FRAGRANCE PREP: Measure 2 ounces of Tomato Leaf Fragrance Oil into a glass, fragrance oil safe container. Set aside.
  1. Slowly and carefully add the lye to the water and gently stir until the lye has fully dissolved and the liquid is clear. Set aside to cool. For this recipe, I highly recommend using sodium lactate. Sodium lactate will hep you remove the soap from the mold much faster. Use 1 teaspoon of sodium lactate per pound of oils in the recipe. For this recipe, you’d add about 2 teaspoons sodium lactate. Add the sodium lactate to the cooled lye water.
  2. Pour the olive oil into your mixing bowl, and heat to 120-130 degrees. Once the lye water and the oils have both cooled to about 130 degrees or below (and are ideally within 10 degrees of each other), add the lye water to the oils and stick blend until you reach a light trace. This may take a little longer than usual, since this recipe is 100% olive oil!
  3. Add the Tomato Leaf Fragrance Oil and use the stick blender to mix in. Continue pulsing the stick blender, and using it to stir until there is no longer streaks of fragrance oil. Don’t worry about over stick blending, this recipe gives you plenty of time to work with it!
  4. Continue to stick blend until you reach a thin-medium trace. Pour the soap into the mold, and use a spoon or spatula to even out the top if necessary. Tap the mold on the counter to help get rid of any bubbles. Spritz the top with alcohol to help prevent soda ash. Cover the mold, and insulate the soap for 24 hours to help promote gel phase. Gel phase is not absolutely necessary, but it will help the soap unmold a little sooner! Once the mold can be pulled away from the sides of the soap with little resistance, carefully remove from the mold and cut into bars. With a 20% water discount, sodium lactate and gelling, I was able to unmold and cut this soap in 2 days. Without one, or all of these methods, this soap can take up to 2 weeks to remove from the mold, so be patient. =)
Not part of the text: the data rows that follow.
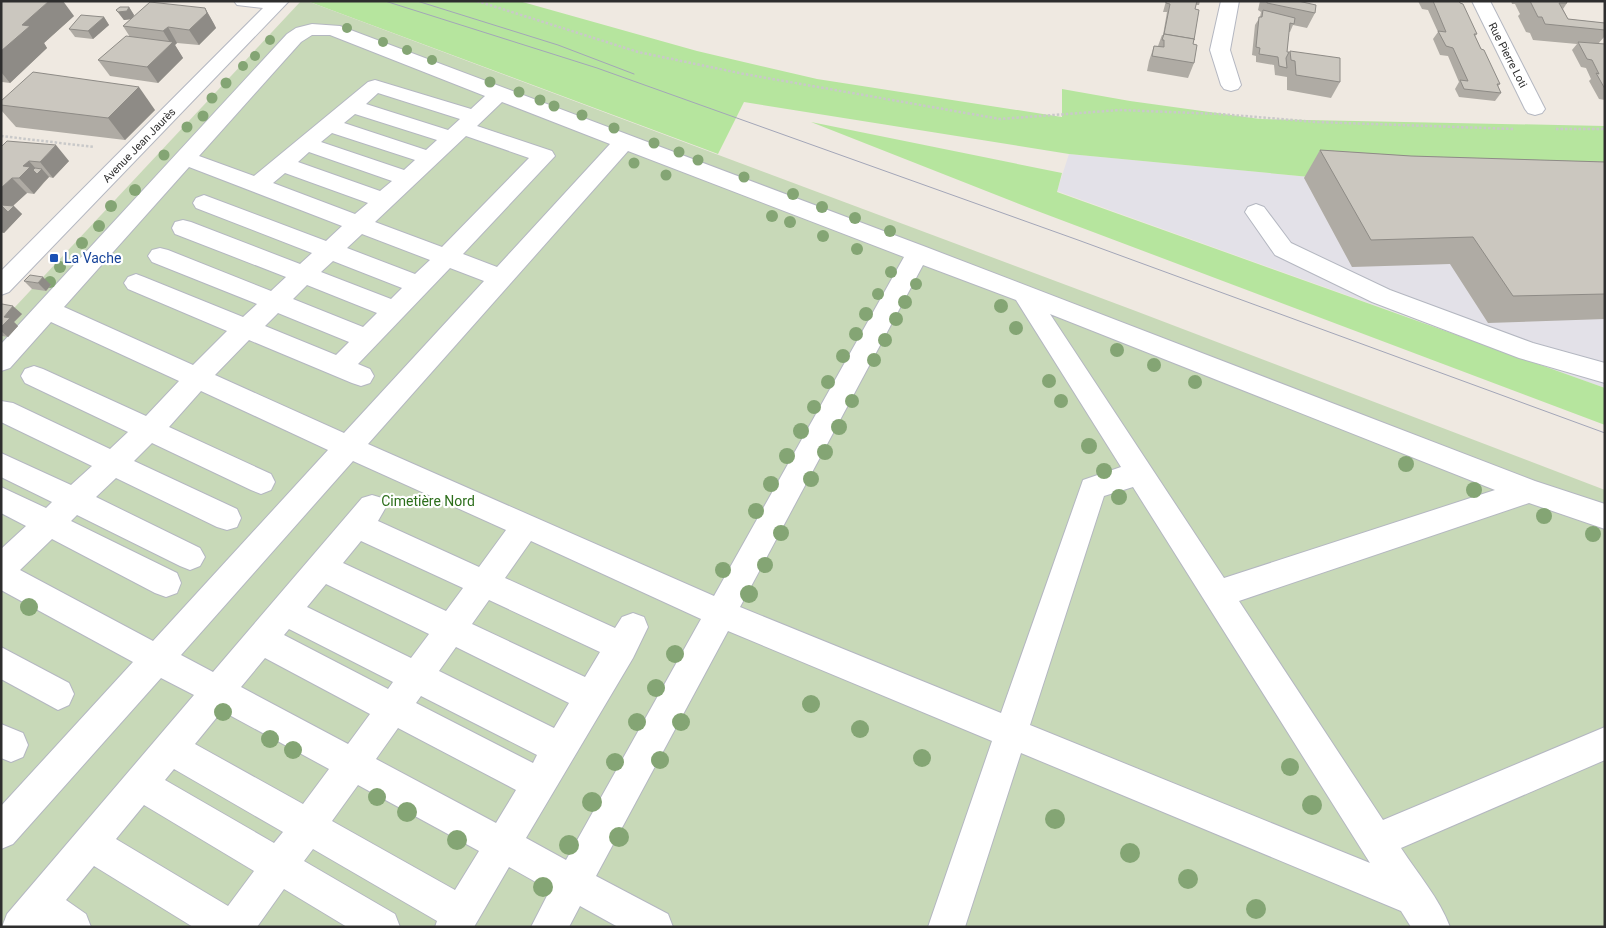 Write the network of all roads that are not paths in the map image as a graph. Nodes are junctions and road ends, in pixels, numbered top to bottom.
1 (243, 1) edge
2 (1230, 1) edge
3 (1481, 1) edge
4 (278, 2) edge
5 (1231, 85) dead end
6 (500, 94) junction
7 (352, 106) junction
8 (1535, 109) dead end
9 (329, 125) junction
10 (463, 128) junction
11 (624, 142) junction
12 (306, 144) junction
13 (185, 158) junction
14 (430, 158) junction
15 (282, 164) junction
16 (408, 179) junction
17 (256, 186) junction
18 (385, 201) junction
19 (204, 203) dead end
20 (1256, 212) dead end
21 (358, 225) junction
22 (183, 228) dead end
23 (330, 251) junction
24 (918, 253) junction
25 (160, 256) dead end
26 (446, 258) junction
27 (304, 275) junction
28 (500, 278) junction
29 (136, 283) dead end
30 (419, 285) junction
31 (1, 286) edge
32 (1024, 294) junction
33 (275, 302) junction
34 (48, 310) junction
35 (395, 310) junction
36 (246, 329) junction
37 (368, 338) junction
38 (1, 361) edge
39 (1605, 373) edge
40 (34, 376) dead end
41 (197, 378) junction
42 (4, 411) dead end
43 (149, 430) junction
44 (348, 447) junction
45 (1, 464) edge
46 (113, 464) junction
47 (1141, 473) junction
48 (261, 482) dead end
49 (1528, 491) junction
50 (1, 499) edge
51 (74, 500) junction
52 (227, 518) dead end
53 (1605, 518) edge
54 (49, 523) junction
55 (526, 525) junction
56 (190, 557) dead end
57 (322, 566) junction
58 (1, 568) edge
59 (1, 574) edge
60 (166, 583) dead end
61 (484, 583) junction
62 (1218, 594) junction
63 (285, 612) junction
64 (720, 613) junction
65 (451, 629) junction
66 (260, 640) junction
67 (158, 658) junction
68 (1, 662) edge
69 (416, 677) junction
70 (218, 691) junction
71 (58, 694) dead end
72 (592, 697) junction
73 (393, 708) junction
74 (1011, 734) junction
75 (1605, 743) edge
76 (170, 748) junction
77 (560, 750) junction
78 (353, 765) junction
79 (140, 784) junction
80 (539, 784) junction
81 (307, 827) junction
82 (1, 832) edge
83 (1378, 840) junction
84 (90, 843) junction
85 (502, 846) junction
86 (279, 866) junction
87 (573, 883) junction
88 (1415, 900) junction
89 (30, 916) edge
90 (457, 920) edge
91 (73, 927) edge
92 (228, 927) edge
93 (235, 927) edge
94 (382, 927) edge
95 (549, 927) edge
96 (655, 927) edge
97 (946, 927) edge
98 (1432, 927) edge

1 - 4 street
2 - 5 street
3 - 8 street, Rue Pierre Loti
4 - 31 street, Avenue Jean Jaurès
6 - 10 street
6 - 11 street
6 - 13 street
7 - 9 street
7 - 10 street
7 - 10 street
9 - 12 street
9 - 14 street
10 - 14 street
10 - 26 street
11 - 24 street
11 - 28 street
12 - 15 street
12 - 16 street
13 - 17 street
13 - 34 street
14 - 16 street
15 - 17 street
15 - 18 street
16 - 18 street
17 - 21 street
18 - 21 street
19 - 23 street
20 - 39 street
21 - 23 street
21 - 26 street
22 - 27 street
23 - 27 street
23 - 30 street
24 - 32 street
24 - 64 street
25 - 33 street
26 - 28 street
26 - 30 street
27 - 33 street
27 - 35 street
28 - 44 street
29 - 36 street
30 - 35 street
32 - 47 street
32 - 49 street
33 - 36 street
33 - 37 street
34 - 38 street
34 - 41 street
35 - 37 street
36 - 37 street
36 - 41 street
40 - 43 street
41 - 43 street
41 - 44 street
42 - 46 street
43 - 46 street
43 - 48 street
44 - 55 street
44 - 67 street
45 - 51 street
46 - 51 street
46 - 52 street
47 - 62 street
47 - 74 street
49 - 53 street
49 - 62 street
50 - 54 street
51 - 54 street
51 - 56 street
54 - 58 street
54 - 60 street
55 - 61 street
55 - 64 street
57 - 61 street
57 - 63 street
57 - 65 street
59 - 67 street
61 - 65 street
61 - 72 street
62 - 83 street
63 - 66 street
63 - 69 street
64 - 74 street
64 - 87 street
65 - 69 street
65 - 72 street
66 - 70 street
66 - 73 street
67 - 70 street
67 - 82 street
68 - 71 street
69 - 73 street
69 - 77 street
70 - 76 street
70 - 78 street
72 - 77 street
73 - 78 street
73 - 80 street
74 - 88 street
74 - 97 street
75 - 83 street
76 - 79 street
76 - 81 street
77 - 80 street
78 - 81 street
78 - 85 street
79 - 84 street
79 - 86 street
80 - 85 street
81 - 86 street
81 - 90 street
83 - 88 street
84 - 89 street
84 - 92 street
85 - 87 street
85 - 90 street
86 - 93 street
86 - 94 street
87 - 95 street
87 - 96 street
88 - 98 street
89 - 91 street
  5. Once the soap is cut into bars, use the Savon Soap Stamp to stamp the soap directly in the center. Check out this video for tips on stamping your soap. I found it was best to stamp these bars after right after unmolding. I also used the soap beveller to clean up the edges of these bars. Allow the bars to cure for 4-6 weeks, and enjoy!